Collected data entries

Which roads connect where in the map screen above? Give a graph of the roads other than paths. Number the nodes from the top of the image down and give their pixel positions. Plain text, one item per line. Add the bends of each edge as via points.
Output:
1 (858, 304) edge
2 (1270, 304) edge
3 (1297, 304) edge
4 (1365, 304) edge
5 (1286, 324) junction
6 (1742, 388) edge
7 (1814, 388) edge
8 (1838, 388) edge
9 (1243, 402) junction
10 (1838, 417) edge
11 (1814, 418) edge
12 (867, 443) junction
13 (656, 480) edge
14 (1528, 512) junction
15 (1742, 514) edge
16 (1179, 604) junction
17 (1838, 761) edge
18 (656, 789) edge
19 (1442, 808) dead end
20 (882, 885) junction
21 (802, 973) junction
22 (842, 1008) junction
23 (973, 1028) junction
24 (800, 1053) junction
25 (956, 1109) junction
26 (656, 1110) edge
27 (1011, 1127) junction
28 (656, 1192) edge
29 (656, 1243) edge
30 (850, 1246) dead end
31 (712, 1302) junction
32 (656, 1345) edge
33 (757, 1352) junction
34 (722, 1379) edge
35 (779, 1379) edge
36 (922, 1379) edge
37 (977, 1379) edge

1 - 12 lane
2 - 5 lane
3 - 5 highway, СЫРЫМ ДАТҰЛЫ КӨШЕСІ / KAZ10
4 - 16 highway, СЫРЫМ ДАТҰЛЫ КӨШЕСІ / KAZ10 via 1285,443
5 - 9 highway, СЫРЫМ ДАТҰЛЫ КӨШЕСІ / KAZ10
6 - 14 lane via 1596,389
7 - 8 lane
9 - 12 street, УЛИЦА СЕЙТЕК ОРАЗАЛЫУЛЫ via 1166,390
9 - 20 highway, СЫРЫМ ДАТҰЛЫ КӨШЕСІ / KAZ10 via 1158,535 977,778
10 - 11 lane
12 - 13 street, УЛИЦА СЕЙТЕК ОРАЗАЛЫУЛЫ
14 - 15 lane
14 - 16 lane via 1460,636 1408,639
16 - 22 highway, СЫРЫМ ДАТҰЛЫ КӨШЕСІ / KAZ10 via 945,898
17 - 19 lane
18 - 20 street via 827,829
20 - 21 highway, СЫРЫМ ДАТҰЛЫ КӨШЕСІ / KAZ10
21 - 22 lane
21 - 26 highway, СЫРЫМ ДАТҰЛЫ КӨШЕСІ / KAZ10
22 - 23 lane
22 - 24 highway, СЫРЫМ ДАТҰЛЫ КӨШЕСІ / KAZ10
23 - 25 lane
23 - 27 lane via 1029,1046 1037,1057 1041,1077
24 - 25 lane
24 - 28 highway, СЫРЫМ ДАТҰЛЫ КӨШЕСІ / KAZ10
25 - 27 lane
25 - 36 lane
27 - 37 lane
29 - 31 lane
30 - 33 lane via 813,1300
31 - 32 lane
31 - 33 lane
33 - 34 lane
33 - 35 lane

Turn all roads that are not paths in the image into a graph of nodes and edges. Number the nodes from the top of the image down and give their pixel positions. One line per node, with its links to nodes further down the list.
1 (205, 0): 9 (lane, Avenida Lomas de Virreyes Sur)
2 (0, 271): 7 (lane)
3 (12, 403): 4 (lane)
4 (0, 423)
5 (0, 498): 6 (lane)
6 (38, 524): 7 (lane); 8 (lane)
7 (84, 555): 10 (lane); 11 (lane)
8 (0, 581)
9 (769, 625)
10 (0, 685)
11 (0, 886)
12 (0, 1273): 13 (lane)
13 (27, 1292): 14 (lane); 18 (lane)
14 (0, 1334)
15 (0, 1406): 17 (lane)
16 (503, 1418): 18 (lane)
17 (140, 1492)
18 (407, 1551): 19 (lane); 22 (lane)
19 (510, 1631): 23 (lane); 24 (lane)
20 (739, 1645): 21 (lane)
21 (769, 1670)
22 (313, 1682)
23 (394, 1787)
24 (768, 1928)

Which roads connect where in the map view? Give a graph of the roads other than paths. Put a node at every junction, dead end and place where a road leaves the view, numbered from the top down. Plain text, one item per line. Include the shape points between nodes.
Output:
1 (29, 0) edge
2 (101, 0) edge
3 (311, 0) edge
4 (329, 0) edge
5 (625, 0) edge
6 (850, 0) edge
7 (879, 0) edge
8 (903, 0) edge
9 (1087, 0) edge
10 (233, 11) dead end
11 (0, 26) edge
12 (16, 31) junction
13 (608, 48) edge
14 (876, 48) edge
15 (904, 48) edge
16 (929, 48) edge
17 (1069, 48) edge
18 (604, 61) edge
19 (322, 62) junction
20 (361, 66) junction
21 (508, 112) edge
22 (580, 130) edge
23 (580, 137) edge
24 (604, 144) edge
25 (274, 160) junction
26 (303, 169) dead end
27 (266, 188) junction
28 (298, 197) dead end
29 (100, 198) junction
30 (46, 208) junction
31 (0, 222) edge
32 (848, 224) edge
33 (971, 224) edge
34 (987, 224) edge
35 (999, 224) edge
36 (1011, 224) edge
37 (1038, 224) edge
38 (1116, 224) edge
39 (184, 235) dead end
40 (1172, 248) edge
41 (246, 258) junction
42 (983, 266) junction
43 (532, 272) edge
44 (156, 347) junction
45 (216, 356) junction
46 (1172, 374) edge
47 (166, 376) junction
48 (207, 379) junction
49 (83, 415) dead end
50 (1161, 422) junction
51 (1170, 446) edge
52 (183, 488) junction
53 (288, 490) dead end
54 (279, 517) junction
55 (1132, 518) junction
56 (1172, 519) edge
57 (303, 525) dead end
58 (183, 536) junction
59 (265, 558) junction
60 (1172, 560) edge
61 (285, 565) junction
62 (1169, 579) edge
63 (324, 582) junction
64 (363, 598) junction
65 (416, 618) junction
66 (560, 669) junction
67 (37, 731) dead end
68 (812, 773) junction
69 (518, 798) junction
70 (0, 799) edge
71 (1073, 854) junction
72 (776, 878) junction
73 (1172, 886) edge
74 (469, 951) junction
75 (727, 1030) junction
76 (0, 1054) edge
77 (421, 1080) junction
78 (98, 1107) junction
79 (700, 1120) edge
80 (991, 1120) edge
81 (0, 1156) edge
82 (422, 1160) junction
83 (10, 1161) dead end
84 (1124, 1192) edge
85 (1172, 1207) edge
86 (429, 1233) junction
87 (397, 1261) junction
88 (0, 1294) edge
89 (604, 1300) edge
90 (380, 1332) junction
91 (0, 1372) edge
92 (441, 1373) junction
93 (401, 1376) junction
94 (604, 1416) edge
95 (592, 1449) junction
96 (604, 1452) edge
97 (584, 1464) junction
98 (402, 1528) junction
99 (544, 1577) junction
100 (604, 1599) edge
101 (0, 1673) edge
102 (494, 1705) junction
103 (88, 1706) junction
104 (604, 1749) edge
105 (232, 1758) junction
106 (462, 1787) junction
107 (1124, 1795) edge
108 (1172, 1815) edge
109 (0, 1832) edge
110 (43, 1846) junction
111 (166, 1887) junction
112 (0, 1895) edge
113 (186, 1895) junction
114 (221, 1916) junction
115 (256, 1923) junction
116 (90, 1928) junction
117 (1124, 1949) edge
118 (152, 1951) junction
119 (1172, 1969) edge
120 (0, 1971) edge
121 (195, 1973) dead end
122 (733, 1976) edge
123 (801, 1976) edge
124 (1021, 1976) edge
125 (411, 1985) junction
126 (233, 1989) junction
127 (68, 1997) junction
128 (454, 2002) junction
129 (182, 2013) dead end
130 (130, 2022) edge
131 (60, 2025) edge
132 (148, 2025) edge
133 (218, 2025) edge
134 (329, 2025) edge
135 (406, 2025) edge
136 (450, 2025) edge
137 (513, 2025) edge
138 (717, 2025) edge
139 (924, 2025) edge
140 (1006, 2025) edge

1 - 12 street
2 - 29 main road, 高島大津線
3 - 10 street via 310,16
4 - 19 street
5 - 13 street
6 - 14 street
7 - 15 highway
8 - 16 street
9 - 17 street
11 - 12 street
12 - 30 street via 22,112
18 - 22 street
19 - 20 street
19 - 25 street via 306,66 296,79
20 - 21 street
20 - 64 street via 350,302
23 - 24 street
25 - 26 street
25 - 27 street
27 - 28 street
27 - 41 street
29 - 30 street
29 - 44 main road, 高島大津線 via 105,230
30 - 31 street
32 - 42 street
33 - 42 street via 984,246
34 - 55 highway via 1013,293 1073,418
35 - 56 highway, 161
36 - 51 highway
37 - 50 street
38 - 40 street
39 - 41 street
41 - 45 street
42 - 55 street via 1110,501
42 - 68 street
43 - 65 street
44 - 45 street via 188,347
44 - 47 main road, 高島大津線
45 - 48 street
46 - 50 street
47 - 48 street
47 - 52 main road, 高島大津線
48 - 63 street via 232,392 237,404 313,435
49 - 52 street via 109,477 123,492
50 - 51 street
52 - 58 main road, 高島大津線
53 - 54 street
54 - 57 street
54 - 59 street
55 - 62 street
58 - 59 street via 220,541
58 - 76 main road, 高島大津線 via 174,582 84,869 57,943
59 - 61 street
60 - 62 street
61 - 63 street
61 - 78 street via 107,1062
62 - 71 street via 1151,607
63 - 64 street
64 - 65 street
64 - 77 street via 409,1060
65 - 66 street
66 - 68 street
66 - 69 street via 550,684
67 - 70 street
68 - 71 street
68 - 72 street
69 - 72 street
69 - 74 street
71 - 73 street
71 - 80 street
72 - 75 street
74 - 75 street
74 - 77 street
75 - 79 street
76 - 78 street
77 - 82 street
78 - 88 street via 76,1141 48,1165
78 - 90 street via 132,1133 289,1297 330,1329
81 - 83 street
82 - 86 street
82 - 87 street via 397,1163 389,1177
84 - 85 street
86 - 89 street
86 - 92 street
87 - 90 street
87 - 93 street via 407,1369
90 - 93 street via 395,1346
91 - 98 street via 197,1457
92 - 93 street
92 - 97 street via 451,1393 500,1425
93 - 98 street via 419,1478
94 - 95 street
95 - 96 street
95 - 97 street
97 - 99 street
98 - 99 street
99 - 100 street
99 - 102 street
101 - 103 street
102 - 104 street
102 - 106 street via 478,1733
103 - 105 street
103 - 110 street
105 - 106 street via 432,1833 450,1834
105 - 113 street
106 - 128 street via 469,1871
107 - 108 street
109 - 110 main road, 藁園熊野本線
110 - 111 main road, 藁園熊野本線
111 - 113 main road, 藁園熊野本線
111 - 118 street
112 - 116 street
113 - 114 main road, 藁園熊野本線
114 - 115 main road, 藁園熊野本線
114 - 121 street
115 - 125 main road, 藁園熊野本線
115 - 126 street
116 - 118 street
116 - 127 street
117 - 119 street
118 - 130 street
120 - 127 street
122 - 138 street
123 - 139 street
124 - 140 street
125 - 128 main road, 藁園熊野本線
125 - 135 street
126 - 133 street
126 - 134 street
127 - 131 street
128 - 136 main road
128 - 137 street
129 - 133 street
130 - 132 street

# THE PROBLEM
Locate the word "positions" in the data above. Copy every line carrying it.

# SOLUTION FOR THIS PROBLEM
Which roads connect where in the map screen above? Give a graph of the roads other than paths. Number the nodes from the top of the image down and give their pixel positions. Plain text, one item per line. Add the bends of each edge as via points.
Turn all roads that are not paths in the image into a graph of nodes and edges. Number the nodes from the top of the image down and give their pixel positions. One line per node, with its links to nodes further down the list.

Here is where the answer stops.